Our first port of call was a small shop that made minature models of ... all the other shops on the street. So I had feeling of deja vu when I walked into the Chinese medicine store. Rita assured us that we should chew on the dried bark and leaves presented by the old lady... but tim and I remained unconvinced. Putting up with the foul taste seemed a high price for eternal health. From there we walked to the big temple in Lugang. Every inch of it carefully decorated it had been erected over 100 years ago as a place for people to come and ask Buddha for guidance, protection and forgiveness. The TA's were keen to explain the duties of each God represented there. It was a very beautiful building and as we walked round, I couldnt help but feel a real sense of calm. We took some rice and a hexagonal paper disk and asked Buddha for safe journeys. Keeping the disk is a way of ensuring safety. The Taiwanese are very superstitious.

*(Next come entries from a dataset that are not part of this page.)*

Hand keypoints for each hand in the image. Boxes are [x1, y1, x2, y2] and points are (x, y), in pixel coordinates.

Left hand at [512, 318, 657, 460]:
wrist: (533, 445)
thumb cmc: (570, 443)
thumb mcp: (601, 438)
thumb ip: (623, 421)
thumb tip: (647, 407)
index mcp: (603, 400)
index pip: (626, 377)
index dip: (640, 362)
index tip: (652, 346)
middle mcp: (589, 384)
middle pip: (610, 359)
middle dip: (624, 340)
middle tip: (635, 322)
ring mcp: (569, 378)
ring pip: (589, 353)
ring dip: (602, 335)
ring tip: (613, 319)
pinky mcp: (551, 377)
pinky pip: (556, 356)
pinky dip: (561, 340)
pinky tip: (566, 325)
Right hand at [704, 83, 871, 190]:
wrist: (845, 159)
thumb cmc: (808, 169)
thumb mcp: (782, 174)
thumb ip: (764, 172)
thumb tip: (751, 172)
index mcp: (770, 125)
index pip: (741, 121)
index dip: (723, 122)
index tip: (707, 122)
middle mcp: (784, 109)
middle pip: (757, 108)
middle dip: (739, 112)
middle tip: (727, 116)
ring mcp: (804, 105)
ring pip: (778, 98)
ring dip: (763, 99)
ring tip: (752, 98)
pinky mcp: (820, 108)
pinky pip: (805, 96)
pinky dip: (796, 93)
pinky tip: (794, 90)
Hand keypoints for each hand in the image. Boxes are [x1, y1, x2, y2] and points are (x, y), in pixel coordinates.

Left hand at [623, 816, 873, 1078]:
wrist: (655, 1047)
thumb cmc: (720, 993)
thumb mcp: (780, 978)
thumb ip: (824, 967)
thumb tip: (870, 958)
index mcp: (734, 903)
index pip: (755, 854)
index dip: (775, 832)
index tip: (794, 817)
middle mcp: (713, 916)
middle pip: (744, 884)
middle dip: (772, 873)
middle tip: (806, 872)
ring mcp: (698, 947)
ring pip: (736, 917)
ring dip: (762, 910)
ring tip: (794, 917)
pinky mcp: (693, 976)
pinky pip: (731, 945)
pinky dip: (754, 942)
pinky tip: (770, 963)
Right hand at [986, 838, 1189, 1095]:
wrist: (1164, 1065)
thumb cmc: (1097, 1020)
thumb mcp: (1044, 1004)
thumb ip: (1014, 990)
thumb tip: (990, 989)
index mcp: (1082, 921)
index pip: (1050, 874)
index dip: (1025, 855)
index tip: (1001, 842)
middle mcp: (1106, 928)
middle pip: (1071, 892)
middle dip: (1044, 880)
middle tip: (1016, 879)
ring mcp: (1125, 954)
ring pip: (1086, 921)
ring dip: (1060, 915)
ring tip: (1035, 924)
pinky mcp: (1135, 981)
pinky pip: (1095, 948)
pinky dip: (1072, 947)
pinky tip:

There were also the two beans again. I tried asking Buddha whether i should kill one of my students (remember Yoyo): the God frowned upon this.
From the temple we walked down the bustling trading streets overflowing with stalls and shops selling food, drink, traditional clothes, and touristy trinkets. Most of the food vendors were happy to give a sample of their goods (thankfully not the ones still wriggling in tanks) so we were quite full before we got to the restaurant for lunch. Fish was the main dish; mainly deepfried with rice, bamboo, egg, slimy noodles, with a ginger flavoured soup centre table: all very good!
The afternoon was spent exploring the shops and stocking up on snacks.